On Tue, Apr 15, 2008 at 11:31:32AM -0700, Ryan Scott wrote:
> 
>   I'd like to get some comments on the following...
> 
>   We would like to use libvirt to store some properties related to a 
> domain.  This can be done by adding a simple get/set API as follows:
> 
> /*
>  * Domain property get/set interfaces
>  *
>  * For GetProp, the return value must be freed by the caller.
>  */
> char *          virDomainGetProp    (virDomainPtr domain,
>                         const char *propName);
> 
> int         virDomainSetProp    (virDomainPtr domain,
>                         const char *propName,
>                         const char *value);
> 
> 
>   Sample command-line usage:
> 
> virsh # setprop solaris-pv-0 foo bar
> 
> virsh # setprop solaris-pv-0 blah 3
> 
> virsh # getprop solaris-pv-0 foo
> foo: bar

 Would you have a meaningful concrete example instead ?

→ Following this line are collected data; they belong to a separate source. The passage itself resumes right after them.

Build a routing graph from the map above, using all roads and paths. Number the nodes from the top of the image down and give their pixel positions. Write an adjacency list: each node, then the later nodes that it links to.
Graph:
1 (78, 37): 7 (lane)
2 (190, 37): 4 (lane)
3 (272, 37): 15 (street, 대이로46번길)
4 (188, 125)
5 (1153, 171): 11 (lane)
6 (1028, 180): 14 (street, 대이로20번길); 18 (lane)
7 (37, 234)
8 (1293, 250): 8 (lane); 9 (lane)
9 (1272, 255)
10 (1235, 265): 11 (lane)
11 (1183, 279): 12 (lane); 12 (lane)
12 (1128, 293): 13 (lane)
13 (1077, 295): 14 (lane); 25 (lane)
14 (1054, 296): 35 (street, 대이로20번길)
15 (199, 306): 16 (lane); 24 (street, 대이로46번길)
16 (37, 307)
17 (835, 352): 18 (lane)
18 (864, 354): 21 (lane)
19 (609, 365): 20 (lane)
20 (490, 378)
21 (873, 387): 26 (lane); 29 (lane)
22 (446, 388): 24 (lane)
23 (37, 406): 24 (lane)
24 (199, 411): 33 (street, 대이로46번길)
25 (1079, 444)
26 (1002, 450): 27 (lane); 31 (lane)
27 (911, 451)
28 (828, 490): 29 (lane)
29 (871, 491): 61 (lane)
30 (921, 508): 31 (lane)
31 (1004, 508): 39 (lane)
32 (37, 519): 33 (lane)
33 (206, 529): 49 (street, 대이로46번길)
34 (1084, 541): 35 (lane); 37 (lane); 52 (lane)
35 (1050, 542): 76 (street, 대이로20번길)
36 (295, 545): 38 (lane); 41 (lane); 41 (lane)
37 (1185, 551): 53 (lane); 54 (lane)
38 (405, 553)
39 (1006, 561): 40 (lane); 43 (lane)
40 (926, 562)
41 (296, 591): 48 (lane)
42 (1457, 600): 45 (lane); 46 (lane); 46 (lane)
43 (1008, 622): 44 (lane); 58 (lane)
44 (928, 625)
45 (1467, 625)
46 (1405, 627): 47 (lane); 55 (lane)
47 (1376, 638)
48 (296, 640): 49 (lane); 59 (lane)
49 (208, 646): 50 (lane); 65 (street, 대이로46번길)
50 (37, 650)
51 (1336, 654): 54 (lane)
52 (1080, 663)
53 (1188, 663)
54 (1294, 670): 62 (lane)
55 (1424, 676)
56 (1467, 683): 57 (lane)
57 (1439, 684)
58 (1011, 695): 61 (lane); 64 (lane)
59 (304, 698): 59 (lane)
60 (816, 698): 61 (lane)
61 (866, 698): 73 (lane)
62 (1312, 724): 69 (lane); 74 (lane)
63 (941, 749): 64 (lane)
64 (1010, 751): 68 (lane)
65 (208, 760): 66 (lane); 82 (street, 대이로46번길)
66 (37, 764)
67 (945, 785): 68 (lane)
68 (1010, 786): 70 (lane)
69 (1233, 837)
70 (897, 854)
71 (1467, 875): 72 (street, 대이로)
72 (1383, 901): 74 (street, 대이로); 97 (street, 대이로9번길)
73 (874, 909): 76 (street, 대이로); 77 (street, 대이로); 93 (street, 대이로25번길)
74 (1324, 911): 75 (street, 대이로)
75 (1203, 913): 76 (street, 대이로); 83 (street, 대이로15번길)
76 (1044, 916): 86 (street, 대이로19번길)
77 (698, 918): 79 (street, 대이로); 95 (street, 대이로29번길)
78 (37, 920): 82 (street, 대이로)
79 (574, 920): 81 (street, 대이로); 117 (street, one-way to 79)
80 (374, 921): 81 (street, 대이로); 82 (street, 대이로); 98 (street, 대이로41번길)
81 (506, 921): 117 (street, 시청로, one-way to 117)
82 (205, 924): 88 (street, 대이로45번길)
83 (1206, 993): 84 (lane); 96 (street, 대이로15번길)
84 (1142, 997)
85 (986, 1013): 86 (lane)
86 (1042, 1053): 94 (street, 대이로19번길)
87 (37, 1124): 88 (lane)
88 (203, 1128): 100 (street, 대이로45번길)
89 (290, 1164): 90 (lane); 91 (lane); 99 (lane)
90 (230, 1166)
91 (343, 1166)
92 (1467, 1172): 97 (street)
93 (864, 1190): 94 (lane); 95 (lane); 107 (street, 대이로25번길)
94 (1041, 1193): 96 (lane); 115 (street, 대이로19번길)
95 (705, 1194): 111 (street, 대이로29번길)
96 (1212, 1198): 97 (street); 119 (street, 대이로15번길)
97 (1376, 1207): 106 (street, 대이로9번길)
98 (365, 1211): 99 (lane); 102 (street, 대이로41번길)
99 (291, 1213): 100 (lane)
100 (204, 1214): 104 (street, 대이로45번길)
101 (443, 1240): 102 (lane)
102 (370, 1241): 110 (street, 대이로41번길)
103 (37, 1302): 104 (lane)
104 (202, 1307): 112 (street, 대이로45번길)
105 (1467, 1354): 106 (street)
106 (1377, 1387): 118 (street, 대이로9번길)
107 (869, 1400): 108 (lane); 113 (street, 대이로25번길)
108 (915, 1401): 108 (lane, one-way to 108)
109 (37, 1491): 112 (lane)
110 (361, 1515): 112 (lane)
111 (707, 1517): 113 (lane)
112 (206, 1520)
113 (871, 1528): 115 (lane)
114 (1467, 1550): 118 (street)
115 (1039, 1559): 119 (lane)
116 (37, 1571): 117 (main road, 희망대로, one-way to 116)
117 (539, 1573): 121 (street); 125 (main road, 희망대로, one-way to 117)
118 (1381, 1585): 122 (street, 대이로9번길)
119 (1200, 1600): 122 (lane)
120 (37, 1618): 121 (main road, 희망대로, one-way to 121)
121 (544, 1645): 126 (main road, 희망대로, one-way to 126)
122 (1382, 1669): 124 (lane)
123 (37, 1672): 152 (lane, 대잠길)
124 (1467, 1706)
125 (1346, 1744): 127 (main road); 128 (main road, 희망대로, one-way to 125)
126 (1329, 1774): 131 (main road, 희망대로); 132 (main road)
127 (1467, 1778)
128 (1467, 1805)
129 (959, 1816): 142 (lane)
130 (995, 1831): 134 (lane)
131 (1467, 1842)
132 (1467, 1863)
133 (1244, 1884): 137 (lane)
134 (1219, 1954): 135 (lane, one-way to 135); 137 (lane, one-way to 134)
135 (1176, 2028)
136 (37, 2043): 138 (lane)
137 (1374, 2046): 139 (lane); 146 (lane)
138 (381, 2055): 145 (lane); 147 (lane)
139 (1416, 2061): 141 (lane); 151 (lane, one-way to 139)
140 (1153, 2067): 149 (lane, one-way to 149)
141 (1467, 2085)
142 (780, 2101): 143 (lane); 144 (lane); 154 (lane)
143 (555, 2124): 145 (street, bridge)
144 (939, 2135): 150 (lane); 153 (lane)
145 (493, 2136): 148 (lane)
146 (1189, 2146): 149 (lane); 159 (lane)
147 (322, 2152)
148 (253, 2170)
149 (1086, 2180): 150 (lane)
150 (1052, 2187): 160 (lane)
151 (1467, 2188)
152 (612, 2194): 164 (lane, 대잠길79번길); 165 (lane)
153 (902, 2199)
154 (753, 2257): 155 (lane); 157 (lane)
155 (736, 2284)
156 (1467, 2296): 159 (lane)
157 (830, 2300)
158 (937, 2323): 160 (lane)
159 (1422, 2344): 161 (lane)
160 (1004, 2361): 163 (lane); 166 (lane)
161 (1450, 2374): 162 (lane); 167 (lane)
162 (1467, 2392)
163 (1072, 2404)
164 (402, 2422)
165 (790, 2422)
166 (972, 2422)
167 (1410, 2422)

>   The XML would look something like this:
> 
> virsh # dumpxml solaris-pv-0
> <domain type='xen' id='-1'>
> [ snip ]
>   <properties>
>     <blah value="3"/>
>     <foo value="bar"/>
>   </properties>
> </domain>

  The XML is a part of the API. This allows some flexibility but I think
should be kept under control. I don't understand what need this should
fullfill and I'm afraid this open the door to a lot of problems. Experience
proved that you really need the xmldump result for a domain to really match
what is used to crate it. So you can't use it for application input,
it really has to represent data that the hypervisor knows about the domain.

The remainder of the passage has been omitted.